Clustering is a multivariate analysis used to group similar objects (close in terms of distance) together in the same group (cluster). Unlike supervised learning methods (for example, classification and regression) a clustering analysis does not use any label information, but simply uses the similarity between data features to group them into clusters.

Clustering does not refer to specific algorithms but it’s a process to create groups based on similarity measure. Clustering analysis use unsupervised learning algorithm to create clusters.

Clustering algorithms generally work on simple principle of maximization of intracluster similarities and minimization of intercluster similarities. The measure of similarity determines how the clusters need to be formed.

Similarity is a characterization of the ratio of the number of attributes two objects share in common compared to the total list of attributes between them. Objects which have everything in common are identical, and have a similarity of 1.0. Objects which have nothing in common have a similarity of 0.0.

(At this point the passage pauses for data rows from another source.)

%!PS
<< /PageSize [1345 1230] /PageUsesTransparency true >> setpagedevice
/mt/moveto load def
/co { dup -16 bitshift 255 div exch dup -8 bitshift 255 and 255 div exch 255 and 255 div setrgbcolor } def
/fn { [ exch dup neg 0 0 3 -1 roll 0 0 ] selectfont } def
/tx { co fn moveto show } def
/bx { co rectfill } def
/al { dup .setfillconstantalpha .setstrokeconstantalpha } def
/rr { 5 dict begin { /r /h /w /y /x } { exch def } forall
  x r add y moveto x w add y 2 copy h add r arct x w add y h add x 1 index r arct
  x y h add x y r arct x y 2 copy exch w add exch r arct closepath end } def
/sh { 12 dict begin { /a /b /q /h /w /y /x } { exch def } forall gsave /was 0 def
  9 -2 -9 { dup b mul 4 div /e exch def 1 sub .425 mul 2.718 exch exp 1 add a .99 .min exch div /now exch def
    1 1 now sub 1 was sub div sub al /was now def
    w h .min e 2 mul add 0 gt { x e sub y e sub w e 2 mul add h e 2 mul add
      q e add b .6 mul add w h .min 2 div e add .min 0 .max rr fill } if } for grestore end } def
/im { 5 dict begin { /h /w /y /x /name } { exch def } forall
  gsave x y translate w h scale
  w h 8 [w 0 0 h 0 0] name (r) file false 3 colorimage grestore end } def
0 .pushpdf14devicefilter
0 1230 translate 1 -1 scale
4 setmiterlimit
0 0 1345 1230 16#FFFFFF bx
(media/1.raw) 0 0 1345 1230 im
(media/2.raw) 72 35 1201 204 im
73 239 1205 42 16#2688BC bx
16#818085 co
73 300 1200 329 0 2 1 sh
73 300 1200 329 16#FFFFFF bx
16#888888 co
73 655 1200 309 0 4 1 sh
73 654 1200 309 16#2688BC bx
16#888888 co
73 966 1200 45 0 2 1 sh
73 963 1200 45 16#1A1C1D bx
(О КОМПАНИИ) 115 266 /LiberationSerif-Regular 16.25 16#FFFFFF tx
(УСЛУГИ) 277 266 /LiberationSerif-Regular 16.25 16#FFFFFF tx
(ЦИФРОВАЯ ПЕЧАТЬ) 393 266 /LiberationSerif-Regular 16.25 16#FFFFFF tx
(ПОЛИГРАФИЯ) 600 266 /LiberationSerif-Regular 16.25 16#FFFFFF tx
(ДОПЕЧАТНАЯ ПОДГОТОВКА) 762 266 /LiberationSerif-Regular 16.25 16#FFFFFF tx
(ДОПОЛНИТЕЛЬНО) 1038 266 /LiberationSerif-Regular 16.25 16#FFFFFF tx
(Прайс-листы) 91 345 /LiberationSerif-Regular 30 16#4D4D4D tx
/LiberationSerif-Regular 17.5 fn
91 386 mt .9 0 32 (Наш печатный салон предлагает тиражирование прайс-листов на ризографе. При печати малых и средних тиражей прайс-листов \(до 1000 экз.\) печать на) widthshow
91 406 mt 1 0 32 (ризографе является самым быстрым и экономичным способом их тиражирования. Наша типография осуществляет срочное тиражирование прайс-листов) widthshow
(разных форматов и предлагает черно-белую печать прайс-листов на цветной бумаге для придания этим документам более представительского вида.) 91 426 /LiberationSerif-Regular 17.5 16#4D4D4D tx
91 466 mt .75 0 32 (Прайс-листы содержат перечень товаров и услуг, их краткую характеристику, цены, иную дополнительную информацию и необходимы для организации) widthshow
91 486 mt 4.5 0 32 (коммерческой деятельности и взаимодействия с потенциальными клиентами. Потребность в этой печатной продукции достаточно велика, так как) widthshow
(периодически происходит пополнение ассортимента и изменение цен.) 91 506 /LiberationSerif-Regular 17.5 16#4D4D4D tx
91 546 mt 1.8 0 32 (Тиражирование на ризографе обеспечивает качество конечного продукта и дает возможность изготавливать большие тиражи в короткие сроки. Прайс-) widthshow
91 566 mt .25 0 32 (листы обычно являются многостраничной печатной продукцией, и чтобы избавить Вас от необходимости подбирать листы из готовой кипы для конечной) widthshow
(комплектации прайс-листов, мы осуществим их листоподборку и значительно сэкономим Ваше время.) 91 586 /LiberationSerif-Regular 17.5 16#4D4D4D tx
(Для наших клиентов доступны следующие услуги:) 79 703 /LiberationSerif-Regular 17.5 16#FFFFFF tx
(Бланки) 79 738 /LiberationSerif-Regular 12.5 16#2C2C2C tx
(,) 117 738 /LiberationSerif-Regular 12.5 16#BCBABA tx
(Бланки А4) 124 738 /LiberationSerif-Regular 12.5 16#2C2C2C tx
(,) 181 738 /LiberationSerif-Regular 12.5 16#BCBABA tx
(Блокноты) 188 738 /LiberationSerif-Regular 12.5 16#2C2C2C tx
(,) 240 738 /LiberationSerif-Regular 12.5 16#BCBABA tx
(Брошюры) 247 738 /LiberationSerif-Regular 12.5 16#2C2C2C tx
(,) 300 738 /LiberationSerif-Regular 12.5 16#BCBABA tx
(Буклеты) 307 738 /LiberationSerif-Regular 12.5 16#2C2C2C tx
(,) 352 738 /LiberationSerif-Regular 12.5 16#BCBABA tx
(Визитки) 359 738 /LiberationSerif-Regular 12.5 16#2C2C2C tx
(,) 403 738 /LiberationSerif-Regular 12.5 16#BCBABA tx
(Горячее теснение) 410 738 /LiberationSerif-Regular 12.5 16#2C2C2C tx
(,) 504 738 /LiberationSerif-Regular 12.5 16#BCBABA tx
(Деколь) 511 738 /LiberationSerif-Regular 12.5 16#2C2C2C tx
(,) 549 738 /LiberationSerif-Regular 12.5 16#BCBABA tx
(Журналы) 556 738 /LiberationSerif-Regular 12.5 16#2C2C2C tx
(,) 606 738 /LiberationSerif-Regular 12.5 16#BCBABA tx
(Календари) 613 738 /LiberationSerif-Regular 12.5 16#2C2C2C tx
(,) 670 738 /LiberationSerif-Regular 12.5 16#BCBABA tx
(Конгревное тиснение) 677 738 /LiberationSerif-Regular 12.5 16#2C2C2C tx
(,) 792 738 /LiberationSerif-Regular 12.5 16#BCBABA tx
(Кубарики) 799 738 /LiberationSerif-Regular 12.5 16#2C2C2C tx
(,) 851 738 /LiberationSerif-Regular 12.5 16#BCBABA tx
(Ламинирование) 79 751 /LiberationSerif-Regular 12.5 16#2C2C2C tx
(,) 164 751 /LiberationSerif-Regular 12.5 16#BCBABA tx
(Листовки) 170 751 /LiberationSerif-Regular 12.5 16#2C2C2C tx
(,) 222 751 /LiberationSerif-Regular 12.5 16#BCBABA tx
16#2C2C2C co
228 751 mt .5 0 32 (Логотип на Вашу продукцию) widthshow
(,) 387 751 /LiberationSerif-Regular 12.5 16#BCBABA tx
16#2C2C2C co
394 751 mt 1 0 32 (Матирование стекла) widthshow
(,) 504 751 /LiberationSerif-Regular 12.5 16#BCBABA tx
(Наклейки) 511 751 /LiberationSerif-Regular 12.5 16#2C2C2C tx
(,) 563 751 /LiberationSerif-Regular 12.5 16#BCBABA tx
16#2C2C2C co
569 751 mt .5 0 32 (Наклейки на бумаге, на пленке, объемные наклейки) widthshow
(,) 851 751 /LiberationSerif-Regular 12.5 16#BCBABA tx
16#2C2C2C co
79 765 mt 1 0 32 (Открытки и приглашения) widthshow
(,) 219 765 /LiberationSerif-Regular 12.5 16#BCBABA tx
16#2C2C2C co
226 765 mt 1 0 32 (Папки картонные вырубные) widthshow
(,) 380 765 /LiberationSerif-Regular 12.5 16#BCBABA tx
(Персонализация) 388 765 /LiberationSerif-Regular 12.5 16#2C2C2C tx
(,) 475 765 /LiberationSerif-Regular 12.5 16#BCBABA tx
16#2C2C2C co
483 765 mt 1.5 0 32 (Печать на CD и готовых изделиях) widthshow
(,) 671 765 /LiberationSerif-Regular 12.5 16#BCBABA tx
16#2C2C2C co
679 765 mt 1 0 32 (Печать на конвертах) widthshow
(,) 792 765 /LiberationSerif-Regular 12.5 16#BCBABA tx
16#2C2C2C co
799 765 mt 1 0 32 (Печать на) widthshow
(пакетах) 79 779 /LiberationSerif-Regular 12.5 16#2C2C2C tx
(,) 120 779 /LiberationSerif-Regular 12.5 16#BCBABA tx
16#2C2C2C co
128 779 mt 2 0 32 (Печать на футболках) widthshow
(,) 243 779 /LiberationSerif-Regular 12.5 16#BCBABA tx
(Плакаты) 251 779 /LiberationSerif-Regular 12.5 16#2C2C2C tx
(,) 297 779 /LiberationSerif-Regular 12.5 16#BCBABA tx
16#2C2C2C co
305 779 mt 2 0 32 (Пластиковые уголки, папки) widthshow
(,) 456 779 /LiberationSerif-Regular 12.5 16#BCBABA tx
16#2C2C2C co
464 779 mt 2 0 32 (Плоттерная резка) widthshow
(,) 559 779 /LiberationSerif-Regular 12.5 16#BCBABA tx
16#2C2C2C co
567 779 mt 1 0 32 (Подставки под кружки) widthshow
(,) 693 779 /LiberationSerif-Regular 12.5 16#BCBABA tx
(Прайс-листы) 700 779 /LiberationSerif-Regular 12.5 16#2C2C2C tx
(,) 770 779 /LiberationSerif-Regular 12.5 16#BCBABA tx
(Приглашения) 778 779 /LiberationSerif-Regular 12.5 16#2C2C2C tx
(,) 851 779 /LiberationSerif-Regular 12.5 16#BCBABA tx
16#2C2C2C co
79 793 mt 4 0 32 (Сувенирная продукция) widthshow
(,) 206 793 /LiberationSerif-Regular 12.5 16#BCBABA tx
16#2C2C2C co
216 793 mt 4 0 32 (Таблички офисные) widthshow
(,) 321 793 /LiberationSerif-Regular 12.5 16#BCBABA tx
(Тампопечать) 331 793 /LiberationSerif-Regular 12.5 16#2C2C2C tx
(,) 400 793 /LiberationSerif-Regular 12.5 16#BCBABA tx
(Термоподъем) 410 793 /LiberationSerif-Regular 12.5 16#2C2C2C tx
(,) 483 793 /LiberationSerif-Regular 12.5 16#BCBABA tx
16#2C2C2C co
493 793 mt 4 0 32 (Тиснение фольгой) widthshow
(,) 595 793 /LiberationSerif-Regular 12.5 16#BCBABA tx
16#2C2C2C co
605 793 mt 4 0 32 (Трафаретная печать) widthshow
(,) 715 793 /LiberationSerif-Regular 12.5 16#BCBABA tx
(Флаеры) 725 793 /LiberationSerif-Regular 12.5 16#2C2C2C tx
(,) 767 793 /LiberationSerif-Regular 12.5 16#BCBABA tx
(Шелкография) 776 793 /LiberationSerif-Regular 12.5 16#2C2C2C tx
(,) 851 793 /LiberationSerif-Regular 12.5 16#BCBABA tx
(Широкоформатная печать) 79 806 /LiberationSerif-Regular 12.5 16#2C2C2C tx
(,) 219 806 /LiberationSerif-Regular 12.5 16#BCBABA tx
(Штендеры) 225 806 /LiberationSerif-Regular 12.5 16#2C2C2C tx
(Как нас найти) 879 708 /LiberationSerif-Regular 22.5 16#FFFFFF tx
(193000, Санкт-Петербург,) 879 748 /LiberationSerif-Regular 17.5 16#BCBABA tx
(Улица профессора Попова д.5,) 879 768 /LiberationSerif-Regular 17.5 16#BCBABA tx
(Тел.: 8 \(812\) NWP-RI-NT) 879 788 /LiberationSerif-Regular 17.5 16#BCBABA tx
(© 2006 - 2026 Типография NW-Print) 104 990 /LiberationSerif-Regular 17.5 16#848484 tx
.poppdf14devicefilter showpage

Clustering can be widely adapted in the analysis of businesses. For example, a marketing department can use clustering to segment customers by personal attributes. As a result of this, different marketing campaigns targeting various types of customers can be designed.

Clustering model is a notion used to signify what kind of clusters we are trying to identify. The four most common models of clustering methods are hierarchical clustering, k-means clustering, model-based clustering, and density-based clustering:

- Hierarchical clustering. It creates a hierarchy of clusters, and presents the hierarchy in a dendrogram. This method does not require the number of clusters to be specified at the beginning. Distance connectivity between observations is the measure.
- k-means clustering. It is also referred to as flat clustering. Unlike hierarchical clustering, it does not create a hierarchy of clusters, and it requires the number of clusters as an input. However, its performance is faster than hierarchical clustering. Distance from mean value of each observation/cluster is the measure.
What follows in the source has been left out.